The Court held that a notice is not deemed received merely because CRA put it in the mail. Under subsection 244(14) of the Income Tax Act, a notice mailed to the wrong address—or posted online without the mandatory electronic notification—is not considered sent. Because CRA never sent an electronic alert and never mailed the notice to the correct address, the Court ruled that the notice was “sent” only when the taxpayer accessed it online in 2023. His objection was therefore timely.


Why This Matters


  1. CRA must use the address it has on file. If it mails a notice elsewhere, the legal clock does not start.

  2. Electronic correspondence is deemed sent only after CRA issues an electronic message. Simply posting a document to My Account is not enough.

  3. A denied DTC certificate can be objected to in the same way as an income-tax reassessment, even though there may be no dollar amount at stake.

  4. Businesses face different electronic-delivery rules for GST/HST, payroll and corporate tax accounts; confirm the settings in “My Business Account.”

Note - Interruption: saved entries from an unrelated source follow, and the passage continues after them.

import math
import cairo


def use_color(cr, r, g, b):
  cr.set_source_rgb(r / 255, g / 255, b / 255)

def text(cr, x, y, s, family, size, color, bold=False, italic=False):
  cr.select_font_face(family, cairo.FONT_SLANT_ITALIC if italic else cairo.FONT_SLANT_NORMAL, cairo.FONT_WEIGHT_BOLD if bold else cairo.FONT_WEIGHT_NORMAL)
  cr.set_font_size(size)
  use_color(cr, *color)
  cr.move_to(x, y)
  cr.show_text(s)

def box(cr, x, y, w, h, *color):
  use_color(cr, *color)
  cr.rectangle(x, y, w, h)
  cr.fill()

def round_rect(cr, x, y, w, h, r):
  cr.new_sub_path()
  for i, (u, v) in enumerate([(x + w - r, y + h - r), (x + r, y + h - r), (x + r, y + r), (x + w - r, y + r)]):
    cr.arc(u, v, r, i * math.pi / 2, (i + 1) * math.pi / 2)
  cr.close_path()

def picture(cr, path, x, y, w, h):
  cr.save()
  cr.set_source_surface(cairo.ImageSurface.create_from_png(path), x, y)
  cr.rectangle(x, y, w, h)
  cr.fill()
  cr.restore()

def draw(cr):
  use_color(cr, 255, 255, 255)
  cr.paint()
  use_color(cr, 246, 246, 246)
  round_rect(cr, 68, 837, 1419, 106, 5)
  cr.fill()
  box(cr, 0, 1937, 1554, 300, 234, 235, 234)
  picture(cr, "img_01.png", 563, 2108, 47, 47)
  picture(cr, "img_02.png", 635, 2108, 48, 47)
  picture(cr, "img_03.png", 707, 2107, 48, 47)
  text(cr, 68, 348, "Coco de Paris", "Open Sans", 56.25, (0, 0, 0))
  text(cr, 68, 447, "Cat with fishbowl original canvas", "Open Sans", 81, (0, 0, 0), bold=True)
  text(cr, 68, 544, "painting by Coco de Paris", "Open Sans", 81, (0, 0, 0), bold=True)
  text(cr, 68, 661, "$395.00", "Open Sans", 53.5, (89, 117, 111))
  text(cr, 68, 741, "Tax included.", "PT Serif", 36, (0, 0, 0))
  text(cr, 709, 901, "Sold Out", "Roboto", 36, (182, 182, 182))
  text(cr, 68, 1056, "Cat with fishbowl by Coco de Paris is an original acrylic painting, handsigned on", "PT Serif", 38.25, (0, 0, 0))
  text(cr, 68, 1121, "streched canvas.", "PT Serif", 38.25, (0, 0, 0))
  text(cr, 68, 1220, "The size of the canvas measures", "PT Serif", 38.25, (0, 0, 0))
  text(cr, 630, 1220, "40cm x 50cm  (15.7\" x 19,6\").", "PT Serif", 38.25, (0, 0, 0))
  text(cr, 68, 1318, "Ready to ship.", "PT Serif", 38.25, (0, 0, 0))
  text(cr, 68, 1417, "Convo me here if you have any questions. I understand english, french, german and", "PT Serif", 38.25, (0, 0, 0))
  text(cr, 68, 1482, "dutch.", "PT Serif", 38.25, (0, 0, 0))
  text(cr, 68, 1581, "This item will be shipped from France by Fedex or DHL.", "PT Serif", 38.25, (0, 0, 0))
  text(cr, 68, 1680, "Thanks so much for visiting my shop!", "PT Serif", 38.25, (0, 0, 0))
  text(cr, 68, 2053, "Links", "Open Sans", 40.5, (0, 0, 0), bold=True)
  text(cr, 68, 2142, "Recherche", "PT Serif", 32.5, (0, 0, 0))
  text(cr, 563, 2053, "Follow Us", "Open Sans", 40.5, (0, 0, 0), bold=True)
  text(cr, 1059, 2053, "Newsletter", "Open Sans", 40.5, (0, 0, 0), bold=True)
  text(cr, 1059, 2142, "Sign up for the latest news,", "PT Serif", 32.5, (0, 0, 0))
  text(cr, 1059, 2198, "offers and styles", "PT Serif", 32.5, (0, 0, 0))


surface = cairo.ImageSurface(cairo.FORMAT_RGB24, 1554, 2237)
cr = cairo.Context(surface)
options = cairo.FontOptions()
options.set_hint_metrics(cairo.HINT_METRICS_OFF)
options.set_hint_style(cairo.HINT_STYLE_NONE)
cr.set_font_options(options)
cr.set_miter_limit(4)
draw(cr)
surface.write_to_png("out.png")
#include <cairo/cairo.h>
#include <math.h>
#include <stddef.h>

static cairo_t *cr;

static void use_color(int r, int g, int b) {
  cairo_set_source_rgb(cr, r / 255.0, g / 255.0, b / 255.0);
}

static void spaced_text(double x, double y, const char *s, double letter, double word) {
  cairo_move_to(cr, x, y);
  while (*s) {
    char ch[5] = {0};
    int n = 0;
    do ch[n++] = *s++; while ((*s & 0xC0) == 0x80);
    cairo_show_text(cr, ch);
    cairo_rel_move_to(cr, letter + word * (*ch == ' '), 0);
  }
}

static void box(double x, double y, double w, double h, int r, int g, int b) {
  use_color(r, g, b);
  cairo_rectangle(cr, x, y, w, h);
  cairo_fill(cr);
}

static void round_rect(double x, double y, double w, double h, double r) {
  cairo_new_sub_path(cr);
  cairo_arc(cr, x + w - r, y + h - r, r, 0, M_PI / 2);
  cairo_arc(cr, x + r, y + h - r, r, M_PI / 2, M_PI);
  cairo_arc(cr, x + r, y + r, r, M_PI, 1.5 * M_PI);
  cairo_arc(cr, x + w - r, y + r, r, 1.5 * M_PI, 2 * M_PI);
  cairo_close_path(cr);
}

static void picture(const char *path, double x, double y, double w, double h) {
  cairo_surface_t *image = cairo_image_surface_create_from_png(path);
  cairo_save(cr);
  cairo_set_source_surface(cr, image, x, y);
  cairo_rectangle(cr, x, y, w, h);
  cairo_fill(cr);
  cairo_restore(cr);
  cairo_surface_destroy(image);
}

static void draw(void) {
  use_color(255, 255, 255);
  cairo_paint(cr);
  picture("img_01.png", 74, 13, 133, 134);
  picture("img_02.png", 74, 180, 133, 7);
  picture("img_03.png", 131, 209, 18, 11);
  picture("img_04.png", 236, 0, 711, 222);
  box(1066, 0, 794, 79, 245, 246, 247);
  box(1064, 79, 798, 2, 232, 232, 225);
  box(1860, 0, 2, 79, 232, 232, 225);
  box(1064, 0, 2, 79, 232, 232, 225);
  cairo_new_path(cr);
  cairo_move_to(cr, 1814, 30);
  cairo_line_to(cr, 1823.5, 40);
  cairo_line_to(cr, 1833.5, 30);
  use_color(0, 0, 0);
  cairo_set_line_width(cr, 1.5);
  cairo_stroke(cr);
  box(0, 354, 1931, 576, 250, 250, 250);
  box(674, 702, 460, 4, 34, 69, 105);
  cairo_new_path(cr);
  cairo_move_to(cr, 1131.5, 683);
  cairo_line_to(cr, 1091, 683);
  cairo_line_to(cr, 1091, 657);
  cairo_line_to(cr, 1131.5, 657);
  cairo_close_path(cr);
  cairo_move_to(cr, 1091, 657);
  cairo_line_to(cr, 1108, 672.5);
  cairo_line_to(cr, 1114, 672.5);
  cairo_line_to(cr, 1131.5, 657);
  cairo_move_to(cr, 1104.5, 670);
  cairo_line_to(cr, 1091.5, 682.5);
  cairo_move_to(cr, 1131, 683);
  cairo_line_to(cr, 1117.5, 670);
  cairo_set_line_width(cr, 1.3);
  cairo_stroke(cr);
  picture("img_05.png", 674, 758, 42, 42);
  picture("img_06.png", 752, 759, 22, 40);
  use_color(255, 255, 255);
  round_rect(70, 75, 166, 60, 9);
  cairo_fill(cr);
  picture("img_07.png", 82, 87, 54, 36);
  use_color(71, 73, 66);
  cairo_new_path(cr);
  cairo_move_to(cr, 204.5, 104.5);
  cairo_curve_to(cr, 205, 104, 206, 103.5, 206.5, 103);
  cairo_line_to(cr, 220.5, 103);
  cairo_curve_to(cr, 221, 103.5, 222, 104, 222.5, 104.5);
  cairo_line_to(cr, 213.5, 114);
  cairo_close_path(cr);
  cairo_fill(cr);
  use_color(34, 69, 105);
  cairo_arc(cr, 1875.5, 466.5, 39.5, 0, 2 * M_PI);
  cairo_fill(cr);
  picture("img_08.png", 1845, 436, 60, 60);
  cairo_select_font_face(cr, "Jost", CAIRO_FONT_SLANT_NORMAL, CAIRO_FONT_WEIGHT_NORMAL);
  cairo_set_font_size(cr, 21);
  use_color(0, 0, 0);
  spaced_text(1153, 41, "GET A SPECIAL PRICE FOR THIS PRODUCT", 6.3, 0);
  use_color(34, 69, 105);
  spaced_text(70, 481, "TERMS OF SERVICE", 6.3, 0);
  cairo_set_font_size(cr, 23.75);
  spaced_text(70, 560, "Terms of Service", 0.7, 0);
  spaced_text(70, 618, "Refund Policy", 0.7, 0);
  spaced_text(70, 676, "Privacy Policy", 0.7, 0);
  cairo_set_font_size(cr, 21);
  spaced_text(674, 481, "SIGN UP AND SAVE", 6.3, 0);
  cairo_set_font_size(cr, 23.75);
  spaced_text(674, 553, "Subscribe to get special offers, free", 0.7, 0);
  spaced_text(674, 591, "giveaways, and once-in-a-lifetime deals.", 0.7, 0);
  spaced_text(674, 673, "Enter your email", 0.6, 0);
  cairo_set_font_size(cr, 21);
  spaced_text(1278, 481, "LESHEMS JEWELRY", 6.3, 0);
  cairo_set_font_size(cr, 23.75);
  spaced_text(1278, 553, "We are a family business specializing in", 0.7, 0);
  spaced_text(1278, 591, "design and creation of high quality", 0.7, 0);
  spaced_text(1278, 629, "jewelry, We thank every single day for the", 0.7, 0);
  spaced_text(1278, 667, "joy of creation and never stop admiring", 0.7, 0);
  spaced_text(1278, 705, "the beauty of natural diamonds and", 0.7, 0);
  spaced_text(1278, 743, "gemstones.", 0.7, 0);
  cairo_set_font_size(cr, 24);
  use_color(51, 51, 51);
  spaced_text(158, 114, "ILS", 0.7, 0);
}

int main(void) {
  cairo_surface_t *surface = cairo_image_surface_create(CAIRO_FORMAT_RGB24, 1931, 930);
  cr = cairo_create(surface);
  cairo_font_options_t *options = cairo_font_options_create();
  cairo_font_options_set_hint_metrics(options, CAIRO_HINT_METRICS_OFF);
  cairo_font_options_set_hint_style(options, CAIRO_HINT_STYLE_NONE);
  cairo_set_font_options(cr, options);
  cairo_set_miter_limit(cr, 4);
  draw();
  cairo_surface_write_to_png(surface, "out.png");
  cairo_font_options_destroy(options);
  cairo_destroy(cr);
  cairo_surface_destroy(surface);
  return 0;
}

Practical Tips for Taxpayers and Advisors


  • Keep your address current. File Form RC325 (Individuals) or RC59/RC721 (businesses) whenever you move.

  • Enable electronic notifications. In My Account or My Business Account, opt-in for email alerts so you receive an immediate message when CRA posts a new document.

  • Check the portals regularly. Even with email alerts turned on, build a habit of logging in—especially during audit or review periods.

  • Act quickly. If a notice surfaces unexpectedly, mark the date you first saw it and file your objection within ninety days (ninety-day rule) or apply for an extension within the following year.

  • Document everything. Keep screen captures showing when you first accessed the notice; they can be decisive evidence if timing is challenged.

  • Seek professional help early. Tight timelines and procedural missteps can erase otherwise solid technical arguments.


Final Thoughts


Zaugg reminds us that procedural fairness still matters: CRA must play by its own service-of-notice rules, and taxpayers are protected when those rules are ignored. For individuals and businesses alike, safeguarding your rights starts with something as mundane as an up-to-date mailing address and a working email alert.

If you have questions about missed deadlines, DTC determinations, or any other CRA notice, speak with a qualified tax advisor promptly—those ninety days (or one year) can disappear quickly once the clock truly starts ticking.